The respiratory system is the group of tissues and organs in your body that enable you to breathe. This system includes your airways, your lungs and the blood vessels and muscles attached to them that work together so you can breathe. The respiratory system's primary function is to supply oxygen to all the parts of your body. It accomplishes this through breathing: inhaling oxygen-rich air and exhaling air filled with carbon dioxide, which is a waste gas.

The respiratory system is made up of airways (your nose, mouth, voice box, windpipe and bronchial tubes) and the lungs and the muscles and blood vessels connected to them.
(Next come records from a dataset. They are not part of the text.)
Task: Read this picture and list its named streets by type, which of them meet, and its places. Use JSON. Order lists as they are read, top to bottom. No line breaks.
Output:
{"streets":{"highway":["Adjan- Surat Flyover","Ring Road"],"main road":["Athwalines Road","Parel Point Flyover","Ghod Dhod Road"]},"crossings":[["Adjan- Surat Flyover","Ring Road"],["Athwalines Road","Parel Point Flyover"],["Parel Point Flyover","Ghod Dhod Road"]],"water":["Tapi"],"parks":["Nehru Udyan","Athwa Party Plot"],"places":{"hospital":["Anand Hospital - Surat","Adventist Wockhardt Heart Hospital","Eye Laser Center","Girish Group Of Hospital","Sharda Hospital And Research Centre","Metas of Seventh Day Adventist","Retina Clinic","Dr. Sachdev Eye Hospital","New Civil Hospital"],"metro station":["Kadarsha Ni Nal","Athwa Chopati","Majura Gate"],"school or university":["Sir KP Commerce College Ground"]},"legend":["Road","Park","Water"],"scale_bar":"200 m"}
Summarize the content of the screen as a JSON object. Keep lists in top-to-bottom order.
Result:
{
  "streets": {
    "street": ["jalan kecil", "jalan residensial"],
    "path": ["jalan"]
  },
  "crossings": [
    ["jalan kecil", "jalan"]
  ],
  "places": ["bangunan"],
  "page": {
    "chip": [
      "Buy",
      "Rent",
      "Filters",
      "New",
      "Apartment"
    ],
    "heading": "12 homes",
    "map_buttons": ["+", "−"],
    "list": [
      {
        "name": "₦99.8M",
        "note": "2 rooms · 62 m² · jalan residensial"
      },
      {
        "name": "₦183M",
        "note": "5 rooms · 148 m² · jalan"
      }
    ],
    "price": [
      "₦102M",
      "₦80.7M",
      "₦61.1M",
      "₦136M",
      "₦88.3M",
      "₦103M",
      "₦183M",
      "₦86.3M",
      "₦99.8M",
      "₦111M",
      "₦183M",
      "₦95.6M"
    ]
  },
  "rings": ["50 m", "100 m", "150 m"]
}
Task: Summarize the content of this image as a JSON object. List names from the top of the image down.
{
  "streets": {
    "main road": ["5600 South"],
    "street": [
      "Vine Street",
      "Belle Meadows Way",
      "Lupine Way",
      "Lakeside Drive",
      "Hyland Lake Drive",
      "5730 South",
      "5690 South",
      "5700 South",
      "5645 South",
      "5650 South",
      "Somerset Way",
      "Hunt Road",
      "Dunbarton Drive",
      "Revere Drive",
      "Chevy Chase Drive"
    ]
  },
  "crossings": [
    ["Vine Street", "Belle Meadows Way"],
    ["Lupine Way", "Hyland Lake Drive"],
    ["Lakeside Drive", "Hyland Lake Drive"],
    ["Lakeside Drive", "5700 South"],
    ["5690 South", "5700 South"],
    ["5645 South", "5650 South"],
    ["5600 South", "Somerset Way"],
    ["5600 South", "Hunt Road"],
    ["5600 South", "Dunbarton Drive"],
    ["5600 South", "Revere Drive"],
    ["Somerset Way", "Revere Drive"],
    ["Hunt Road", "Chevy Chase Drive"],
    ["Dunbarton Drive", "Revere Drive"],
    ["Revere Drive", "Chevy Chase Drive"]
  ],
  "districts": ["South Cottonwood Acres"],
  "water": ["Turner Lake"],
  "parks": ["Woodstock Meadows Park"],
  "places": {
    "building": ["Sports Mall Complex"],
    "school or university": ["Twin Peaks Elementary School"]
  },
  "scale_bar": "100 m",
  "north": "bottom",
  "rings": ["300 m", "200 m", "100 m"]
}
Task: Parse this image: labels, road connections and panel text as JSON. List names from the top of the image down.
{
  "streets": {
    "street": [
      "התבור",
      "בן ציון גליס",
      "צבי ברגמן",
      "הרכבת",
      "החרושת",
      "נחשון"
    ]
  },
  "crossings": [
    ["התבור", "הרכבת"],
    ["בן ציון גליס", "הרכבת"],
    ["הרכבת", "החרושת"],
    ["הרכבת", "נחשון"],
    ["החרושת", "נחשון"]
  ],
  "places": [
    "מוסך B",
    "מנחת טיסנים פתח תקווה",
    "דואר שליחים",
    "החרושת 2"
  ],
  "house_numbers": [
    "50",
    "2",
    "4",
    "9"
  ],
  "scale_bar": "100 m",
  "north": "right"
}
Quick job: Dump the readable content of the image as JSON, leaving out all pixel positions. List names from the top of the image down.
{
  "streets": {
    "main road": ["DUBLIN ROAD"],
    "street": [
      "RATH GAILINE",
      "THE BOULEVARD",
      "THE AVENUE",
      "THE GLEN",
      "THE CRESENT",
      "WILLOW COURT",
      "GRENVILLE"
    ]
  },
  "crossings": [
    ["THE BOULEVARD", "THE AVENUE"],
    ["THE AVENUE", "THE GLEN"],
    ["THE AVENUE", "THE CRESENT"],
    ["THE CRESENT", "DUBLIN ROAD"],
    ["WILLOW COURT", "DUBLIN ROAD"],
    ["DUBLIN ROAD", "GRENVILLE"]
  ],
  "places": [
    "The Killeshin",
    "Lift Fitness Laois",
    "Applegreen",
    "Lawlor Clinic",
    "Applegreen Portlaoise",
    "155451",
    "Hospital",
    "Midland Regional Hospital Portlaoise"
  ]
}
This is how the respiratory system works: First you breathe air in through your nose and mouth, which wet and warm the air so it won't irritate your lungs. Then the air travels through your voice box, down your windpipe and then though two bronchii (bronchial tubes) into your lungs. Cilia (tiny mucous-covered hairs) in your airways entrap foreign particles and germs to filter the air that you breathe. You then cough or sneeze the particles out of your body.

The diaphragm, abdominal muscles and other muscles help your lungs expand and contract so you can inhale and exhale. When you inhale, the air goes through the bronchii in your lungs to blood vessels that connect to veins and arteries. These veins and arteries carry the blood throughout your body. When you exhale, the carbon dioxide goes out the same way, exiting your body through your nose and mouth. If you can't breathe or can't breathe well, not only will your body not receive enough oxygen to keep it running, but it will also be poisoned by the carbon dioxide that is building up in your blood and has nowhere to go.